More importantly, though, focusing on the potential threats of AI, social media, and so on to democracy seems to put the cart before the horse. So long as we don’t have a political system that respects the principle of one person, one vote, we don’t even have the resources to address issues surrounding AI and technology democratically. We should have our priorities straight. Winning a new constitution — having a democracy — has to come before figuring out how to improve voters’ access to information.
Also, Chemerinsky’s comments about the Supreme Court reveal an underlying discomfort with majority rule — a crucial component of any democracy, along with universal and equal suffrage. He argues that “life tenure of federal judges makes federal courts uniquely suited for the protection of constitutional rights.” He takes at face value that “the Court is not expected to follow public opinion and is meant to enforce the Constitution even when it goes against the will of the majority.” He firmly supports a Supreme Court “largely insulated from majoritarian politics.”
Finally, there is the issue of creating a new constitution. Chemerinsky acknowledges that his book does not offer clear solutions, and he doubts that the Supreme Court will suddenly change its stance or that state legislatures will vote to lessen their states’ disproportionate electoral weight.

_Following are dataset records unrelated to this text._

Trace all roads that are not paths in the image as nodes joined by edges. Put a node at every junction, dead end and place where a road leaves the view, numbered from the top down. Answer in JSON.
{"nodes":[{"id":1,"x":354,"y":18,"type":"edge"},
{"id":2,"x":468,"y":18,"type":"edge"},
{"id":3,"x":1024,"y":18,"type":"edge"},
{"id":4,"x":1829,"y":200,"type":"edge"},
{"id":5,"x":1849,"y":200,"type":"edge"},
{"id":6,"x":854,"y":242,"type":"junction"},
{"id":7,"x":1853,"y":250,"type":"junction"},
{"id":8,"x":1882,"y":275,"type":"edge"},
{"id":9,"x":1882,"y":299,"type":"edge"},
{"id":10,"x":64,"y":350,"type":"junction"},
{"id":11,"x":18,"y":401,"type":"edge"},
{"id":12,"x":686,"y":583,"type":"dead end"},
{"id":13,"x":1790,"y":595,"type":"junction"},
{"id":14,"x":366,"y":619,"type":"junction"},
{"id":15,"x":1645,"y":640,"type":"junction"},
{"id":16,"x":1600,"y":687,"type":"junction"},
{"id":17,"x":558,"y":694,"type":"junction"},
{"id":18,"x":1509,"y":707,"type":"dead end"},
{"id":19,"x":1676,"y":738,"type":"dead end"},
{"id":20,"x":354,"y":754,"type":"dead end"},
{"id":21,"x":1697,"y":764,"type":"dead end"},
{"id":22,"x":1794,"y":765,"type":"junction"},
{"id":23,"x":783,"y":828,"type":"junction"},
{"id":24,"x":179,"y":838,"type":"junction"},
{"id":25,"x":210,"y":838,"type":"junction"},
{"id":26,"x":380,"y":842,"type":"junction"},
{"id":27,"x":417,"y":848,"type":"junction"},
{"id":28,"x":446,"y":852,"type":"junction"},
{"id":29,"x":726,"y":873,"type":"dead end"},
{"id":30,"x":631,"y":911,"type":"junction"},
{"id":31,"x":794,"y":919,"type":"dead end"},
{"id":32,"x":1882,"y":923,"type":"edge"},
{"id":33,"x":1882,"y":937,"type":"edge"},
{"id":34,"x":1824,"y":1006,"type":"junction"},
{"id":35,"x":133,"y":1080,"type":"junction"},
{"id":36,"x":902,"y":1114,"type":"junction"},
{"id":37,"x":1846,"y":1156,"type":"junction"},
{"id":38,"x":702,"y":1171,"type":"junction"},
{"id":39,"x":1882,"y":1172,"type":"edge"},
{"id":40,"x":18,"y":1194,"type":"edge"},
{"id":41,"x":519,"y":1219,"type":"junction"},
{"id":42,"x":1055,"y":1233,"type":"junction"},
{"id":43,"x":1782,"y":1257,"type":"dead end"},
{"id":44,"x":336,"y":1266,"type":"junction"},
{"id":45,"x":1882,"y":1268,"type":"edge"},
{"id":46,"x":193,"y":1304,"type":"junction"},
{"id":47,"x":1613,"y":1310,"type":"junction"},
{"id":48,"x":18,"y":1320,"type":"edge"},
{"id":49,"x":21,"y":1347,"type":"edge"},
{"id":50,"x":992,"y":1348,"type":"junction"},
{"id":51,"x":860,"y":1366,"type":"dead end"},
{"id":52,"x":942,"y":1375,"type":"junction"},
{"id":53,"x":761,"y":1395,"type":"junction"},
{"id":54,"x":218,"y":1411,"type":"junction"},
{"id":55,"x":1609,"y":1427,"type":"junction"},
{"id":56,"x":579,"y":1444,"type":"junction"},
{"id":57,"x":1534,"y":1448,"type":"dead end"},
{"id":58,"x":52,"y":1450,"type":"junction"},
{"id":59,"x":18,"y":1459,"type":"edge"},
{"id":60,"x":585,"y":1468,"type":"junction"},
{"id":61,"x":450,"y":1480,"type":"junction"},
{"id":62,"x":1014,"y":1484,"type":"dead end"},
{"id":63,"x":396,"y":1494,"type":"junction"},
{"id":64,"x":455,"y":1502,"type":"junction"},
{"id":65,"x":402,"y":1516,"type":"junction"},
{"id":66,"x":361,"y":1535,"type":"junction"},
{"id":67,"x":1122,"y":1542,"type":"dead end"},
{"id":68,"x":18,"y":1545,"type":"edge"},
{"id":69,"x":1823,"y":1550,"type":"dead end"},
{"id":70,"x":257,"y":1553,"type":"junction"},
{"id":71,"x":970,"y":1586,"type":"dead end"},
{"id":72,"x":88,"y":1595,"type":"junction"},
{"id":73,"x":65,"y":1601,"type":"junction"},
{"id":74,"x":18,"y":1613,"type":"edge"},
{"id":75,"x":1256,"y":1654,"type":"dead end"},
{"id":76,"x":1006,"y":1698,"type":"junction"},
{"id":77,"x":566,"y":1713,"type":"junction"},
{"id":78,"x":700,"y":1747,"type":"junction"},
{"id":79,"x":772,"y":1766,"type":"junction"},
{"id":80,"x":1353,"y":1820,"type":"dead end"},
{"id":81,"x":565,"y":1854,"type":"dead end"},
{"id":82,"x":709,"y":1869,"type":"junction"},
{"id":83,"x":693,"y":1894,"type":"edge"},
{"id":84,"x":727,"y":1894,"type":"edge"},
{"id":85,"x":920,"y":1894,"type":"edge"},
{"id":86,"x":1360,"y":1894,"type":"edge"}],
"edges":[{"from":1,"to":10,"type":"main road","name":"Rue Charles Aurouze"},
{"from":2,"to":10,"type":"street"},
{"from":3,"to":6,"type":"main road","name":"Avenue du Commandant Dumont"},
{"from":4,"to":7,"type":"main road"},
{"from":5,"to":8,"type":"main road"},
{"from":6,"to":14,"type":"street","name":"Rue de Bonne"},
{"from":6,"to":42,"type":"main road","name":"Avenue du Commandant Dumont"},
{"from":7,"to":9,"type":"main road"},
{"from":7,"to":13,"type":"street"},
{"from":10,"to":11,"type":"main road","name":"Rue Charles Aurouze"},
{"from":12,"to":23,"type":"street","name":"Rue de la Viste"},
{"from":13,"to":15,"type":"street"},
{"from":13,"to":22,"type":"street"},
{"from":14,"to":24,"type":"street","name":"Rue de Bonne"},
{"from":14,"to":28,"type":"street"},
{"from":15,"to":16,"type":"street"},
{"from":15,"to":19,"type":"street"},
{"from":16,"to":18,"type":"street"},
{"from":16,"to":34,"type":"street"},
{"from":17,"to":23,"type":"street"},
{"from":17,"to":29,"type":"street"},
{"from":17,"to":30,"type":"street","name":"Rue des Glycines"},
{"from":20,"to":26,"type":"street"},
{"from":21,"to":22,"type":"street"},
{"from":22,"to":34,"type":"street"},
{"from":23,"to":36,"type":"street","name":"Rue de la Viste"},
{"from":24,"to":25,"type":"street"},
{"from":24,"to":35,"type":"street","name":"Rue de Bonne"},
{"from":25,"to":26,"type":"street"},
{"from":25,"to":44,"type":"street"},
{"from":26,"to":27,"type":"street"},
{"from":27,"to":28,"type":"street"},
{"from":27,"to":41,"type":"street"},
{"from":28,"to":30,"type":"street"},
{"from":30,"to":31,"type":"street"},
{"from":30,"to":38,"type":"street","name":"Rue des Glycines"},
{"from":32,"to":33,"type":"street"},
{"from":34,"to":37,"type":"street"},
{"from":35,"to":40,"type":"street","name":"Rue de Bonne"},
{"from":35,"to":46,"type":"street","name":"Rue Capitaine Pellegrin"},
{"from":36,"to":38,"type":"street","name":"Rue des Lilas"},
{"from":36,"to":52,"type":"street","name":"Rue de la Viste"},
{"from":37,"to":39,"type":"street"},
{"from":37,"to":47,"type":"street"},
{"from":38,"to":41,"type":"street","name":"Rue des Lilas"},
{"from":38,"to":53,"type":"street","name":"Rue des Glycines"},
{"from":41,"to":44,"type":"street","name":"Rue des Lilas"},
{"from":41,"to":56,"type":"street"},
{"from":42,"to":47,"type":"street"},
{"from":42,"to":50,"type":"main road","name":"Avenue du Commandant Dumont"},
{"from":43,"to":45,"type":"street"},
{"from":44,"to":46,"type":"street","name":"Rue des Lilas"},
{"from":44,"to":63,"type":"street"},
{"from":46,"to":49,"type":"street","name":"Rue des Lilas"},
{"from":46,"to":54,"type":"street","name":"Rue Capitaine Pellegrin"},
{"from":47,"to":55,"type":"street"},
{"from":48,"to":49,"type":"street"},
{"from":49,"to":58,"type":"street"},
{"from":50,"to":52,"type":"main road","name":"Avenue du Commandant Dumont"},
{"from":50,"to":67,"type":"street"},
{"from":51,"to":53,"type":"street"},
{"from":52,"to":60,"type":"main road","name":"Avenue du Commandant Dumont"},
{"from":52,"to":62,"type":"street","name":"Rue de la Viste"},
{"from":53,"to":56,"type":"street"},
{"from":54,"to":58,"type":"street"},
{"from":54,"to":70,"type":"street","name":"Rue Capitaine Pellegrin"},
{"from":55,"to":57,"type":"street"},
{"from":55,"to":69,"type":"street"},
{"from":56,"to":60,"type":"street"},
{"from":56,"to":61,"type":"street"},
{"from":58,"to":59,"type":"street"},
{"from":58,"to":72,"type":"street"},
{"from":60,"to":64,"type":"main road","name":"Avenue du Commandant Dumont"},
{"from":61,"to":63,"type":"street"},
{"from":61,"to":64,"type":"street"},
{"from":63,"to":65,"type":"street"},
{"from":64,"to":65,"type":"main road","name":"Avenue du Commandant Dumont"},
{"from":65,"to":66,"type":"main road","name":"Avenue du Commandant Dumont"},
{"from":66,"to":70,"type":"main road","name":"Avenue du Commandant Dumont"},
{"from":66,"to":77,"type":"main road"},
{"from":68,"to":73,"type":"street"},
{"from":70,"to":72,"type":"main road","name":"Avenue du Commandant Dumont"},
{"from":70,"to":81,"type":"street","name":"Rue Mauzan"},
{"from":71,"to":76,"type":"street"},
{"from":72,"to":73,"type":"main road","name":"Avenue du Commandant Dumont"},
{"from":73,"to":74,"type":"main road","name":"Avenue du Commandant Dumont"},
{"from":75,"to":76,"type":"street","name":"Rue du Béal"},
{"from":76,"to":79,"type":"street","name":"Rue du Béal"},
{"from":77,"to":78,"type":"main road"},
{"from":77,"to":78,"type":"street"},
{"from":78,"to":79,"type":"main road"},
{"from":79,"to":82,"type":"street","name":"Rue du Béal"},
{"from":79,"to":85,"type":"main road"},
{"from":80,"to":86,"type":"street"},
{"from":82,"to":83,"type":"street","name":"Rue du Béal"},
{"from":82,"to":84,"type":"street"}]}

Yet despite this skepticism toward existing political institutions as potential saviors, Chemerinsky proposes that Congress convene a constitutional convention with delegates appointed by the president. He enters what he himself calls “radical” territory by suggesting that a draft constitution should be presented to the people as a whole for ratification and not the states, but that is apparently as far as he is willing to go.
Ultimately, the establishment of both the Democratic and Republican parties is loyal to our existing Constitution, and their corporate sponsors have a vested interest in defending a political order that checks popular challenges to wealth and power. It is not likely that politicians of either party have the desire or ability to call a constitutional convention, let alone organize an actual majoritarian process like a constituent assembly. The path forward is murky, but it does not run through the structure built by the existing Constitution. What is needed is a mass movement for a new political system, one that is genuinely democratic and so breaks out of the antimajoritarian straitjacket imposed by our founders.
Despite its flaws, No Democracy Lasts Forever reiterates the Constitution’s undemocratic nature and ends with a refreshingly straightforward vision of the future. Chemerinsky’s conclusion — a new constitution is necessary, and those who fail to recognize this are “missing an essential element in understanding and ultimately solving the crisis” — is potent. “Americans will realize that the Constitution itself is endangering democracy and they will start thinking of replacing it,” he argues.
US history has not been lacking in discussions of the Constitution’s problems and in demands for a more democratic order. But critical attention on the document has ebbed and flowed over the centuries. No Democracy Lasts Forever is encouraging additional evidence that the United States is moving away from decades of neglect of the Constitution’s defects and entering a much-needed period of focused constitutional critique.